1 Brian Hickey { 02.15.12 at 3:00 pm }

Islam is not an ethnicity.

2 Bill { 02.15.12 at 3:28 pm }

Quite true, Brian. The others aren’t either, are they? Greek, Italian, Irish, Ethiopian and Moroccan are nationalities. Eastern Europeans are a population, I suppose, of part of a continent… and Asians inhabit a whole continent. I guess we use the phrase “ethnic diversity” in the name of brevity. I’ll add “religious” and leave it at that.

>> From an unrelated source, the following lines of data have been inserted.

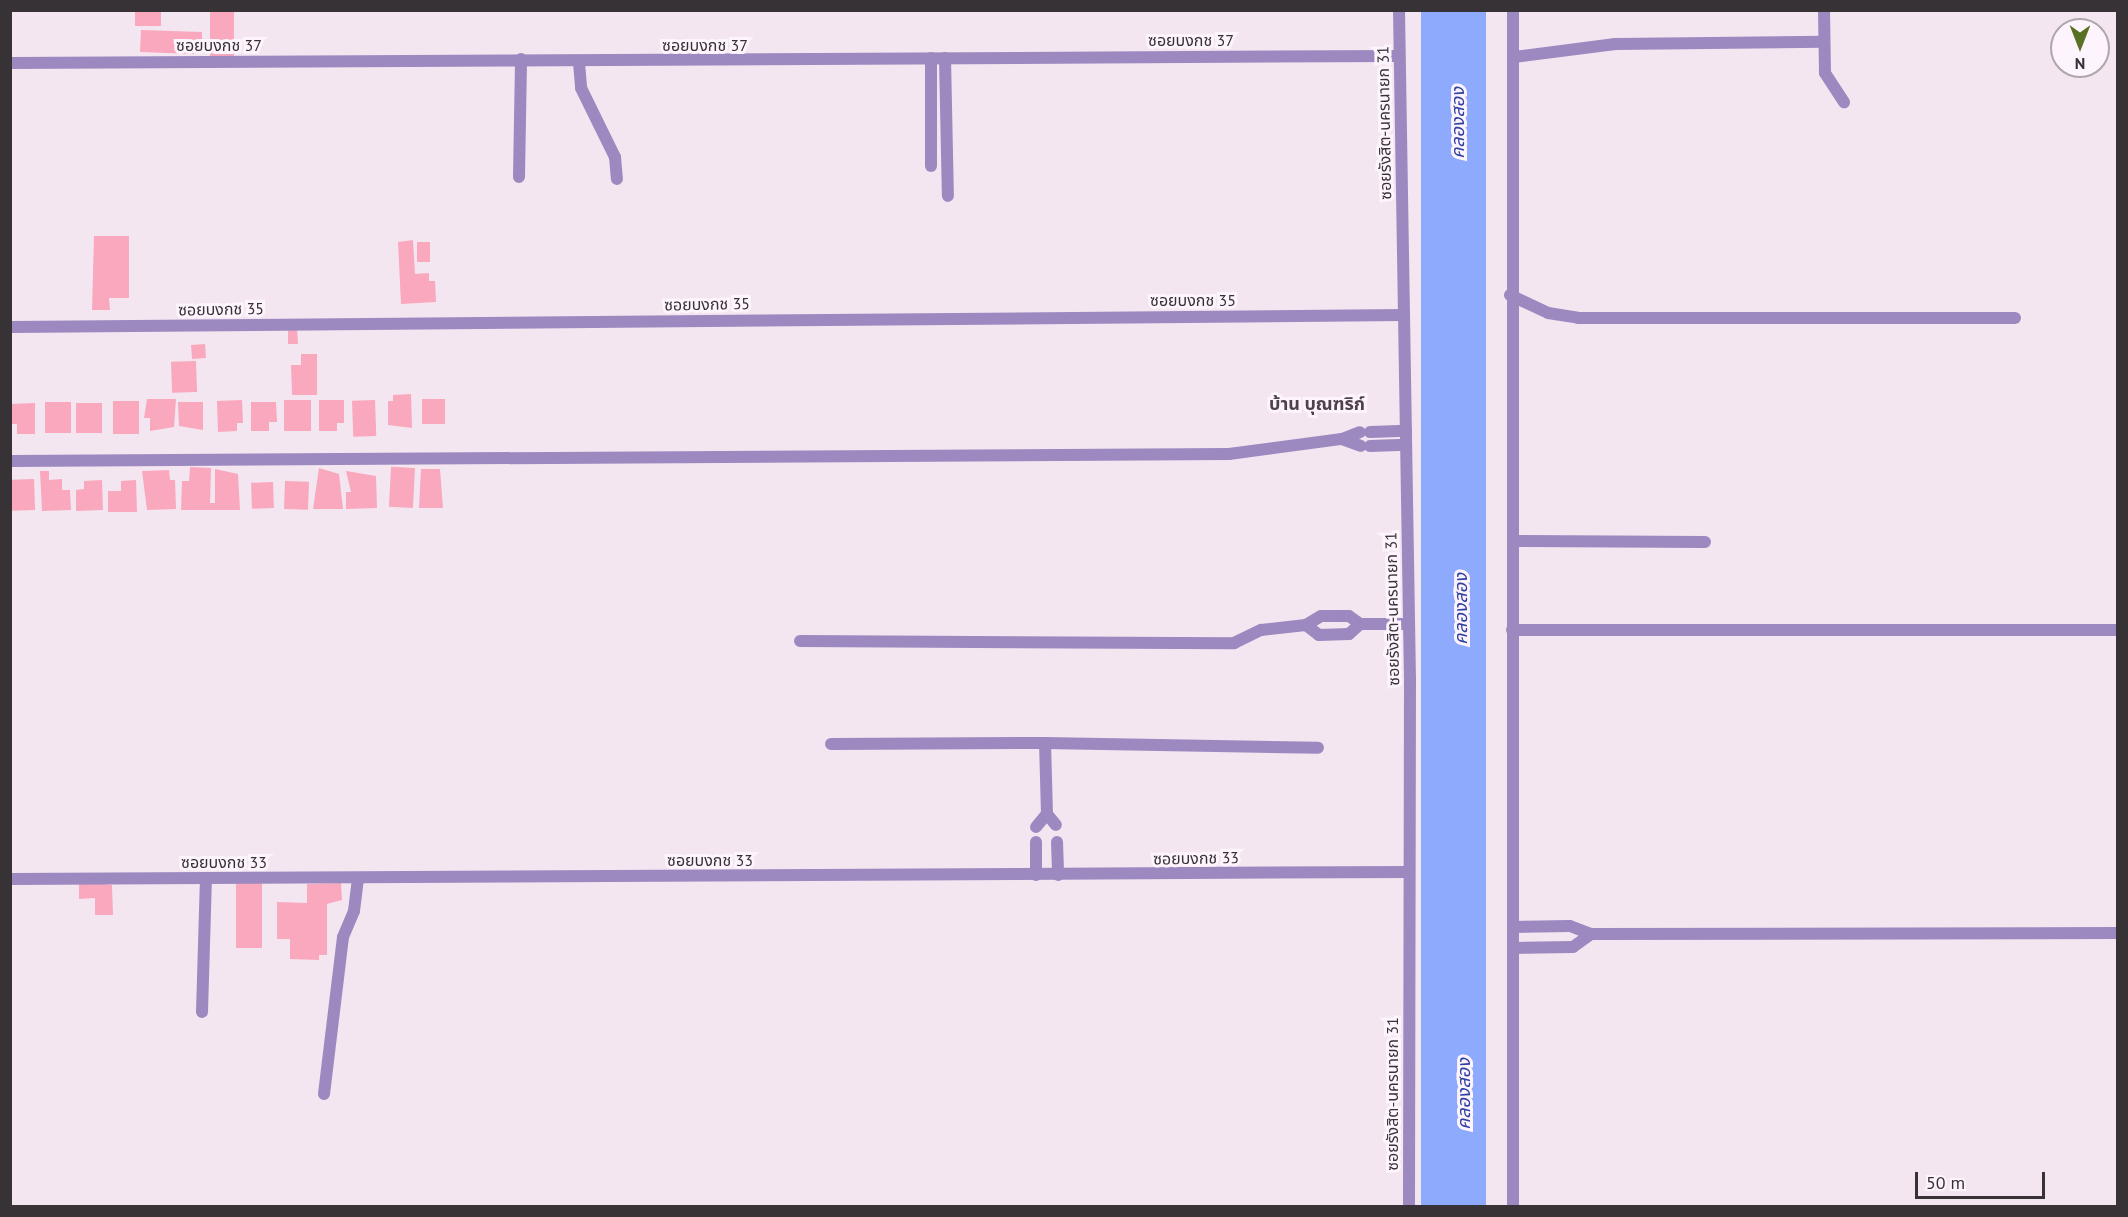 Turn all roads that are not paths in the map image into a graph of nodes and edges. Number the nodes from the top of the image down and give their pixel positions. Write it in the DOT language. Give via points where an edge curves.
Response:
graph roads {
  1 [pos="1399,10"];
  2 [pos="1513,10"];
  3 [pos="1824,10"];
  4 [pos="1823,42"];
  5 [pos="1399,56"];
  6 [pos="1514,57"];
  7 [pos="521,58"];
  8 [pos="931,58"];
  9 [pos="945,58"];
  10 [pos="10,63"];
  11 [pos="579,63"];
  12 [pos="1844,102"];
  13 [pos="931,166"];
  14 [pos="519,177"];
  15 [pos="617,180"];
  16 [pos="948,196"];
  17 [pos="1510,295"];
  18 [pos="1404,315"];
  19 [pos="2015,318"];
  20 [pos="10,327"];
  21 [pos="1406,431"];
  22 [pos="1342,439"];
  23 [pos="1406,445"];
  24 [pos="10,461"];
  25 [pos="1513,541"];
  26 [pos="1705,542"];
  27 [pos="1360,624"];
  28 [pos="1408,624"];
  29 [pos="1306,625"];
  30 [pos="1512,630"];
  31 [pos="2118,630"];
  32 [pos="800,642"];
  33 [pos="831,744"];
  34 [pos="1045,744"];
  35 [pos="1318,748"];
  36 [pos="1047,814"];
  37 [pos="1056,825"];
  38 [pos="1036,827"];
  39 [pos="1036,842"];
  40 [pos="1057,842"];
  41 [pos="1409,872"];
  42 [pos="1036,875"];
  43 [pos="1058,875"];
  44 [pos="358,878"];
  45 [pos="10,879"];
  46 [pos="206,879"];
  47 [pos="1514,927"];
  48 [pos="2118,933"];
  49 [pos="1591,934"];
  50 [pos="1514,948"];
  51 [pos="202,1012"];
  52 [pos="324,1094"];
  53 [pos="1409,1206"];
  54 [pos="1513,1206"];
  1 -- 5 [label="street, ซอยรังสิต-นครนายก 31"];
  2 -- 6 [label="street"];
  3 -- 4 [label="street"];
  4 -- 6 [label="street" via="1615,44"];
  4 -- 12 [label="street" via="1829,86"];
  5 -- 9 [label="street, ซอยบงกช 37"];
  5 -- 18 [label="street, ซอยรังสิต-นครนายก 31"];
  6 -- 17 [label="street"];
  7 -- 10 [label="street, ซอยบงกช 37"];
  7 -- 11 [label="street, ซอยบงกช 37"];
  7 -- 14 [label="street"];
  8 -- 9 [label="street, ซอยบงกช 37"];
  8 -- 11 [label="street, ซอยบงกช 37"];
  8 -- 13 [label="street"];
  9 -- 16 [label="street"];
  11 -- 15 [label="street" via="581,88 615,157"];
  17 -- 19 [label="street" via="1548,313 1578,318"];
  17 -- 25 [label="street"];
  18 -- 20 [label="street, ซอยบงกช 35"];
  18 -- 21 [label="street, ซอยรังสิต-นครนายก 31"];
  21 -- 22 [label="street" via="1365,432"];
  21 -- 23 [label="street, ซอยรังสิต-นครนายก 31"];
  22 -- 23 [label="street" via="1365,446"];
  22 -- 24 [label="street" via="1229,454"];
  23 -- 28 [label="street, ซอยรังสิต-นครนายก 31"];
  25 -- 26 [label="street"];
  25 -- 30 [label="street"];
  27 -- 28 [label="street"];
  27 -- 29 [label="street" via="1349,616 1321,616"];
  27 -- 29 [label="street" via="1349,634 1319,635"];
  28 -- 41 [label="street, ซอยรังสิต-นครนายก 31"];
  29 -- 32 [label="street" via="1261,630 1234,643"];
  30 -- 31 [label="street"];
  30 -- 47 [label="street"];
  33 -- 34 [label="street"];
  34 -- 35 [label="street"];
  34 -- 36 [label="street"];
  36 -- 37 [label="street"];
  36 -- 38 [label="street"];
  39 -- 42 [label="street"];
  40 -- 43 [label="street"];
  41 -- 43 [label="street, ซอยบงกช 33"];
  41 -- 53 [label="street, ซอยรังสิต-นครนายก 31"];
  42 -- 43 [label="street, ซอยบงกช 33"];
  42 -- 44 [label="street, ซอยบงกช 33"];
  44 -- 46 [label="street, ซอยบงกช 33"];
  44 -- 52 [label="street" via="339,960"];
  45 -- 46 [label="street, ซอยบงกช 33"];
  46 -- 51 [label="street"];
  47 -- 49 [label="street" via="1570,926"];
  47 -- 50 [label="street"];
  48 -- 49 [label="street"];
  49 -- 50 [label="street" via="1573,947"];
  50 -- 54 [label="street"];
}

3 Brian Hickey { 02.15.12 at 9:59 pm }

Actually some are. Greeks, Italians and the Irish, like the Danish, Serbian and Polish peoples are considered separate and largely homogeneous ethnic groups (not to be confused with subdivisions of the human race like Caucasian, Oriental, Negro etc.) that share common traits (body type for example). Ethiopian and Moroccan societies are made up of many tribal groups which may differ. Morocco for example consist of Berbers and Arabs within many tribes and so are not ethnically homogeneous like Poles. Egyptians however are an ethnic group as all are Arabs but only some (90%) are Muslim, the rest being Coptic Christians. It is ethnic diversity that brings us those interesting restaurants.